Pero sin inquietarse por la espada, Milady trató de subirse a la cama para golpearlo, y no se detuvo sino cuando sintió la punta aguda sobre su pecho.

Entonces trató de coger aquella espada con las manos; pero D’Artagnan la apartó siempre de sus garras, y presentándola tanto frente a sus ojos como frente a su pecho, se dejó deslizar del lecho, tratando de retirarse por la puerta que conducía a la habitación de Ketty.

Durante este tiempo, Milady se abalanzaba sobre él con horribles transporter, rugiendo de un modo formidable.

Como esto se parecía a un duelo, D’Artagnan se iba reponiendo poco a poco.

-¡Bien, hermosa dama, bien! - decía-. Pero, por Dios, calmaos, u os dibujo una segunda flor de lis en el otro hombro.

-¡Infame, infame! - aullaba Milady.

Mas D’Artagnan, buscando siempre la puerta, estaba a la defensiva.

Al ruido que hacían, ella derribando los muebles para ir a por él, él parapetándose detrás de los muebles para protegerse de ella, Ketty abrió la puerta. D’Artagnan, que había maniobrado sin cesar para acercarse a aquella puerta, sólo estaba a tres pasos y de un solo impulso se abalanzó de la habitación de Milady a la de la criada y rápido como el relámpago cerró la puerta, contra la cual se apoyó con todo su peso mientras Ketty pasaba los cerrojos.

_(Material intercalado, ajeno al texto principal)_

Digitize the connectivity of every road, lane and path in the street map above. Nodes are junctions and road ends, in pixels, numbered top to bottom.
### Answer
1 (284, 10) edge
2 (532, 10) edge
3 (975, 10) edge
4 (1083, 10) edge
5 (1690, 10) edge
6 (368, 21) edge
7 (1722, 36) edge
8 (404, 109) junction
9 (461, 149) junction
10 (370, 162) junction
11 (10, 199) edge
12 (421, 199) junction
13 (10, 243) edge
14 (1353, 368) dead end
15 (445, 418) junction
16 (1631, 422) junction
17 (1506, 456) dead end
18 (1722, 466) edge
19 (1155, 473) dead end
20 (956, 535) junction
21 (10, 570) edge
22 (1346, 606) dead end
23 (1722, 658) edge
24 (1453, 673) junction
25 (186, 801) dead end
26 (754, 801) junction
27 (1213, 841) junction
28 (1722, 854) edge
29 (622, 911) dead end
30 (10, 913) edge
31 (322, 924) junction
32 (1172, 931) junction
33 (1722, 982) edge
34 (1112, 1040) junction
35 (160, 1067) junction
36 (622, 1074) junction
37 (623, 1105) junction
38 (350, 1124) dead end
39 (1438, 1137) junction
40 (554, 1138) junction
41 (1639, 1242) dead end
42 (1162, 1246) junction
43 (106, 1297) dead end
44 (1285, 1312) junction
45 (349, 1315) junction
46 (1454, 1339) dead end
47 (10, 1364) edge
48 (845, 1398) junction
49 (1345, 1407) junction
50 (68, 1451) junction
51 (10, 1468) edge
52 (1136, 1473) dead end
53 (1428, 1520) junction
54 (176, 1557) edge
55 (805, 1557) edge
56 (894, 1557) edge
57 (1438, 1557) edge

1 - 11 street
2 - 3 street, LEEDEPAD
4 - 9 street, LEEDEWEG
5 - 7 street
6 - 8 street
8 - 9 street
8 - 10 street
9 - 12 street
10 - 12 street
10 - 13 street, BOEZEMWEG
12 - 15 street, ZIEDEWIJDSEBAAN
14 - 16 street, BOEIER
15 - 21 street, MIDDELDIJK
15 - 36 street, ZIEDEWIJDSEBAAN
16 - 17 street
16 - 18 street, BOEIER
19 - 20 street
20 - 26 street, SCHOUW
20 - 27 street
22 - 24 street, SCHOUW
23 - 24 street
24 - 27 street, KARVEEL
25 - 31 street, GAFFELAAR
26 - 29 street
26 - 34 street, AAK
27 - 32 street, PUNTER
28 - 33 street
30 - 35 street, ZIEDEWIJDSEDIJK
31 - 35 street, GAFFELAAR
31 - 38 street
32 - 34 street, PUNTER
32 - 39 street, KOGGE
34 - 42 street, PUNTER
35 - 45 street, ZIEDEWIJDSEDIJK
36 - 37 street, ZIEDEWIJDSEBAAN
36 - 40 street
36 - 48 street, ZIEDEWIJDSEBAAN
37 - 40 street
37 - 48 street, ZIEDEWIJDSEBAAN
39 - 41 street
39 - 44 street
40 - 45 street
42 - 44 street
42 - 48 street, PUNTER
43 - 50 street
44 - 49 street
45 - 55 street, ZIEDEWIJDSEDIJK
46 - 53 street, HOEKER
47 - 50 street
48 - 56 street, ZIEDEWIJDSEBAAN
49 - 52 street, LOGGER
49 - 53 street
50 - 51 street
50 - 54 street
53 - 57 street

Entonces Milady trató de derribar el arbotante que la encerraba en su habitación con fuerzas muy superiores a las de una mujer; luego, cuando se dio cuenta de que era imposible, acribilló la puerta a puñaladas, algunas de las cuales atravesaron el espesor de la madera.

Cada golpe iba acompañado de una imprecación terrible.

-Deprisa, deprisa, Ketty - dijo D’Artagnan a media voz cuando los cerrojos fueron echados-. Sácame del palacio o, si le dejamos tiempo para prepararse, hará que me maten los lacayos.

-Pero no podéis salir así - dijo Ketty-, estáis completamente desnudo.

-Es cierto - dijo D’Artagnan, que sólo entonces se dio cuenta del traje que vestía-, es cierto vísteme como puedas, pero démonos prisa; compréndelo, se trata de vida o muerte.

Ketty no comprendía demasiado; en un visto y no visto le puso un vestido de flores, una amplia cofia y una manteleta; le dio las pantuflas, en las que metió sus pies desnudos, luego lo arrastró por los escalones. Justo a tiempo, Milady había hecho ya sonar la campanilla y despertado a todo al palacio. El portero tiró del cordón a la voz de Ketty en el momento mismo en que Milady, también medio desnuda, gritaba por la ventana: - ¡No abráis!